Litigants: | Rice v. Santa Fe Elevator Corp. |
Arguedatea: | February 13 |
Arguedateb: | 14 |
Argueyear: | 1947 |
Decidedate: | May 5 |
Decideyear: | 1947 |
Fullname: | Rice v. Santa Fe Elevator Corp. |
Usvol: | 331 |
Uspage: | 218 |
Parallelcitations: | 67 S. Ct. 1146; 91 L. Ed. 1447; 1947 U.S. LEXIS 2938 |
Prior: | Bd. of Trade of Chicago v. Illinois Commerce Commission, 156 F.2d 33 (7th Cir. 1946); cert. granted, ; cert. dismissed in part, . |
Holding: | When Congress legislates in a field which the States have traditionally occupied the Court starts with the assumption that the police powers of the States were not superseded by the federal law unless that was the clear and manifest purpose of Congress. |
Majority: | Douglas |
Joinmajority: | Vinson, Black, Reed, Murphy, Jackson, Burton |
Dissent: | Frankfurter |
Joindissent: | Rutledge |
Lawsapplied: | United States Warehouse Act, Illinois Public Utilities Act, Illinois Grain Warehouse Act |
Rice v. Santa Fe Elevator Corp., 331 U.S. 218 (1947), is a case dealing with "field preemption": the United States Supreme Court held that when a federal law regulates a field traditionally occupied by the states, the police powers of the States in that area of law are not necessarily preempted; Congress must also manifest a clear and manifest purpose to do so.[1]
Illinois sued several grain warehousemen for violating Illinois grain warehousing regulations. The warehouseman sued in federal court, arguing that the state regulations were preempted by a related federal law. The District Court overturned his claim, but the appellate court reversed.
The question turned on how to interpret the intention of Congress. Respondents argued that the law should be construed to mean that Illinois may not regulate subjects in any related area, even though the scope of federal regulation is not as broad as the regulatory scheme of the state and even though there is or may be no necessary conflict between what the state agency and the federal agency do. Petitioners (Illinois') argue that since the area taken over by the federal government is limited, the rest may be occupied by the States; that State regulation should not give way unless there is a precise coincidence of regulation or an irreconcilable conflict between the two.

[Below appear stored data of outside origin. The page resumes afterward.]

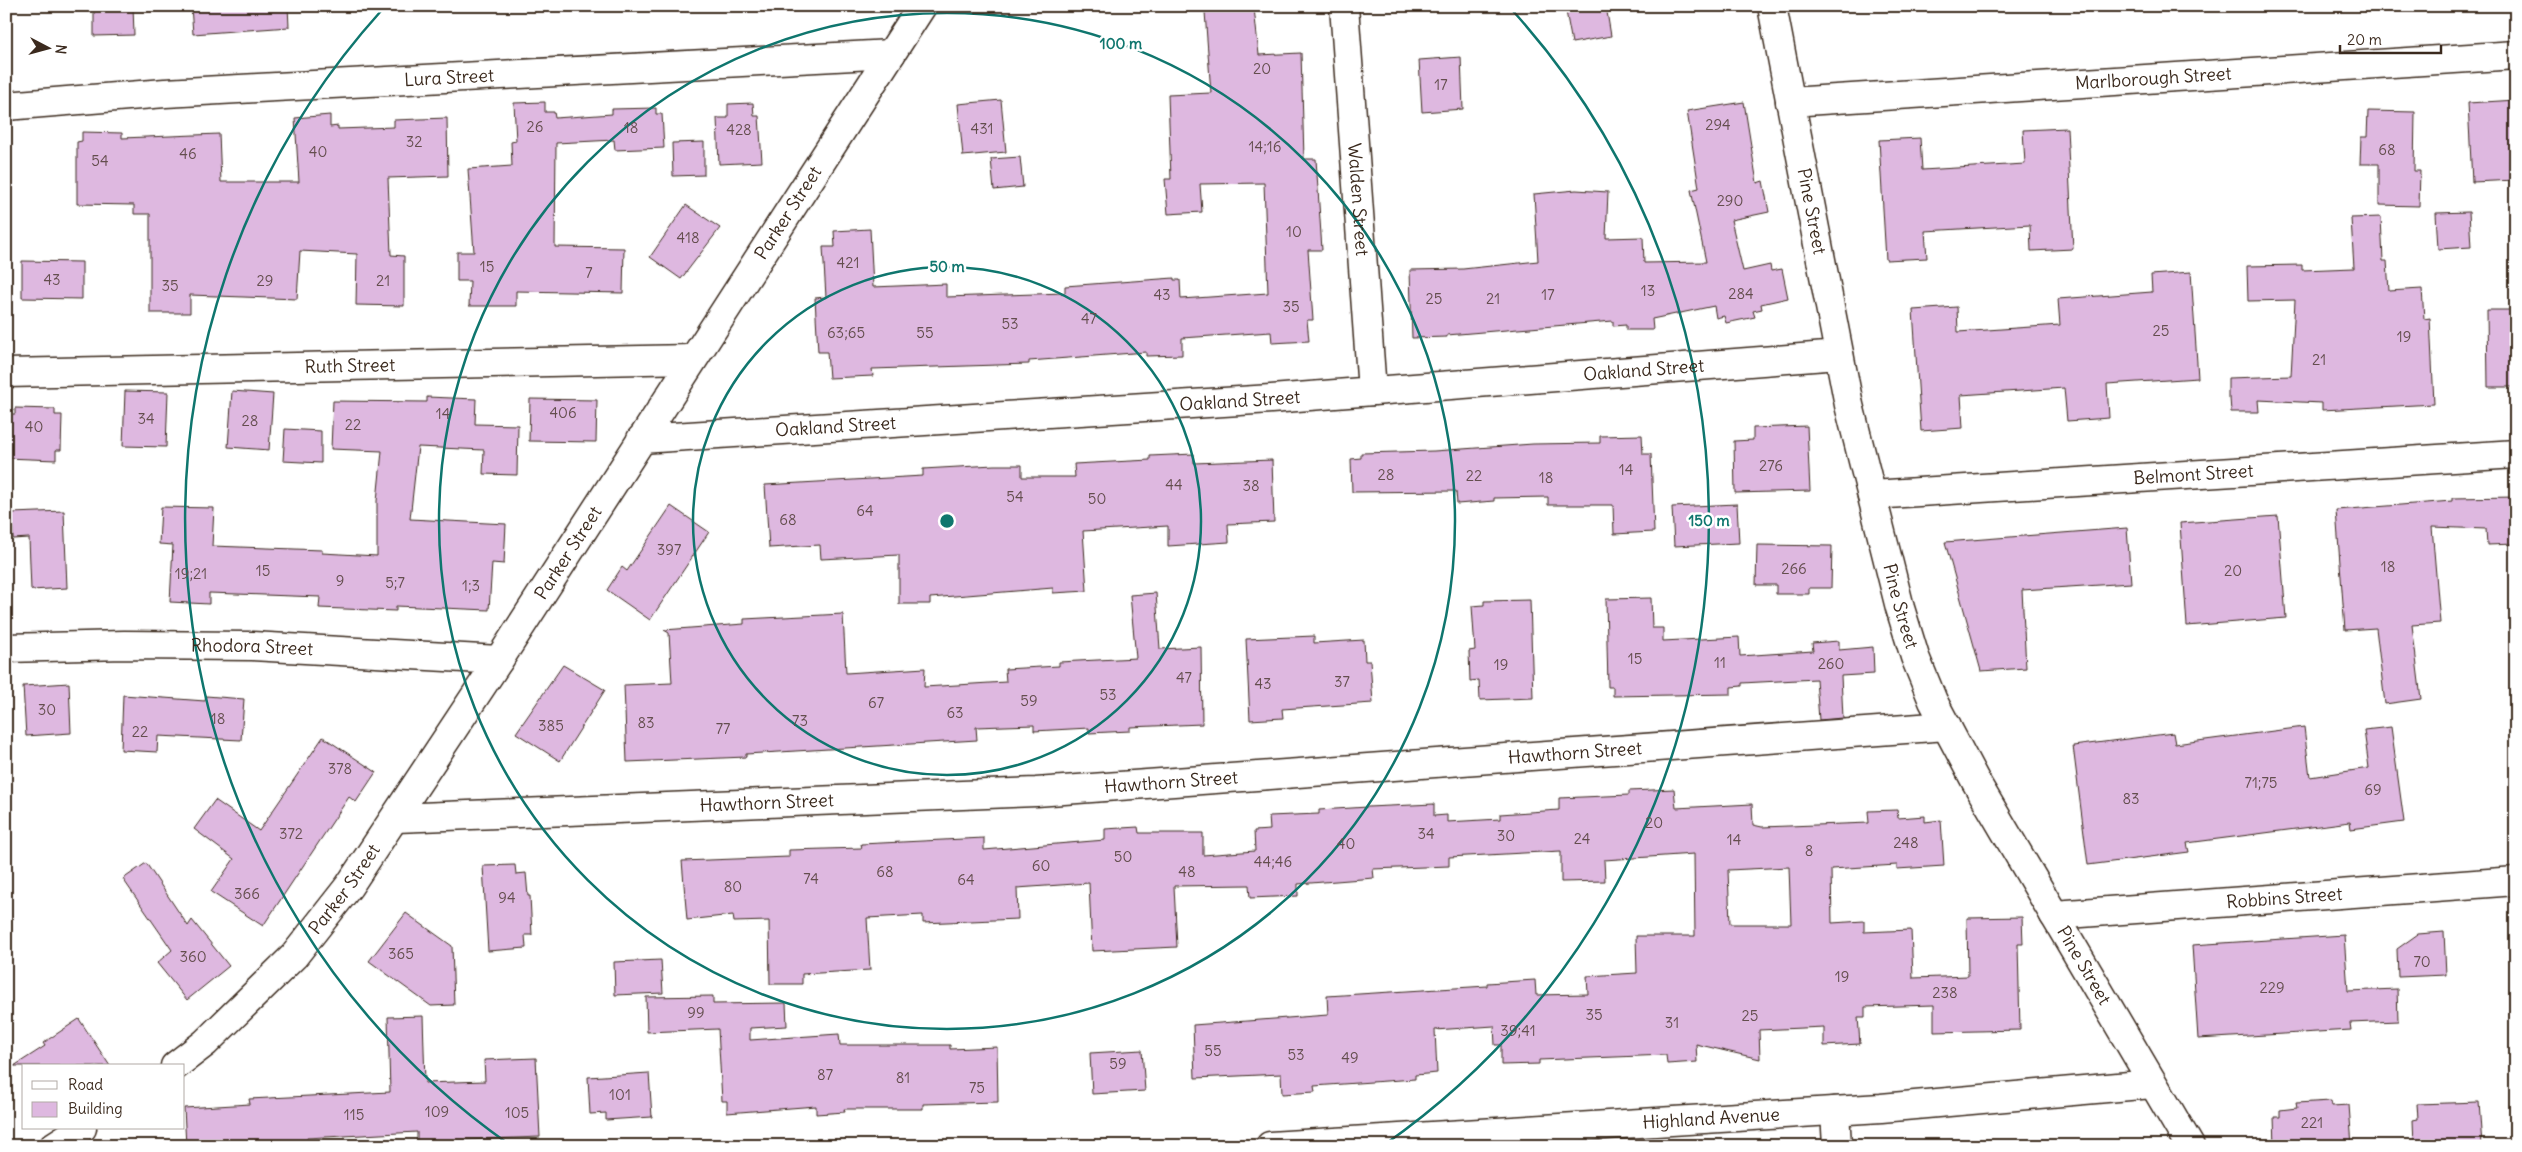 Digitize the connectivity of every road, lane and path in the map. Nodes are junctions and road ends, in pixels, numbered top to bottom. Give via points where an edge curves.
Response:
1 (922, 6) edge
2 (1344, 6) edge
3 (1772, 6) edge
4 (891, 54) junction
5 (2516, 55) edge
6 (1790, 102) junction
7 (6, 106) edge
8 (1839, 355) junction
9 (692, 359) junction
10 (6, 373) edge
11 (1372, 391) junction
12 (641, 439) junction
13 (2516, 454) edge
14 (1872, 495) junction
15 (6, 648) edge
16 (499, 660) junction
17 (1946, 726) junction
18 (396, 818) junction
19 (2516, 881) edge
20 (2054, 914) junction
21 (178, 1064) edge
22 (2152, 1084) junction
23 (1835, 1111) junction
24 (79, 1130) edge
25 (54, 1146) edge
26 (1270, 1146) edge
27 (1837, 1146) edge
28 (2190, 1146) edge

1 - 4 street, Parker Street
2 - 11 street, Walden Street
3 - 6 street, Pine Street
4 - 7 street, Lura Street via 175,93
4 - 9 street, Parker Street
5 - 6 street, Marlborough Street
6 - 8 street, Pine Street
8 - 11 street, Oakland Street
8 - 14 street, Pine Street
9 - 10 street, Ruth Street
9 - 12 street, Parker Street
11 - 12 street, Oakland Street
12 - 16 street, Parker Street
13 - 14 street, Belmont Street
14 - 17 street, Pine Street via 1915,656
15 - 16 street, Rhodora Street via 252,646
16 - 18 street, Parker Street
17 - 18 street, Hawthorn Street via 1036,792
17 - 20 street, Pine Street
18 - 21 street, Parker Street via 349,886 294,956 205,1043
19 - 20 street, Robbins Street
20 - 22 street, Pine Street
22 - 23 street, Highland Avenue
22 - 28 street, Pine Street
23 - 26 street, Highland Avenue
23 - 27 street
24 - 25 street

The Illinois Commerce Commission regulated grain warehouses, pursuant to the Illinois Public Utilities Act, Ill.Rev. Stats.1945, ch. 111 2/3, the Illinois Grain Warehouse Act, Ill.Rev. Stats.1945, ch. 114, §§ 189 et seq., and Art. XIII of the Illinois Constitution.
[Illinois] charged [the grain warehousemen] with discrimination in storage rates in favor of the Federal Government and its agencies and against other customers, contrary to the Public Utilities Act and the Illinois Grain Warehouse Act, Ill.Rev.Stats.1945, ch. 114, 189 et seq. It alleged that respondents were both warehousemen and dealers in grain and by reason of those dual and conflicting positions had received undue preferences and advantages to the detriment of and in discrimination against petitioners and other customers of respondents,2 all in violation of provisions of the Public Utilities Act, the Grain Warehouse Act, or the Illinois Constitution of 1870, Article XIII, Smith-Hurd Stats. It charged respondents with having failed to provide reasonable, safe, and adequate public grain warehouse service and facilities, with issuing securities, with abandoning service, and with entering into various contracts with [331 U.S. 218, 222] their affiliates without prior approval of the Commission; with rendering storage and warehousing services without having filed and published their rates; with operating without a state license; and with mixing public grain with grains of different grades-all in violation of provisions of the Public Utilities Act or the Grain Warehouse Act.[2]
The original U.S. Warehouse Act, as enacted in 1916 (39 Stat. 486), explicitly made federal regulation in this field subservient to state regulation.
In 1931, Congress amended the act. 46 Stat. 1463.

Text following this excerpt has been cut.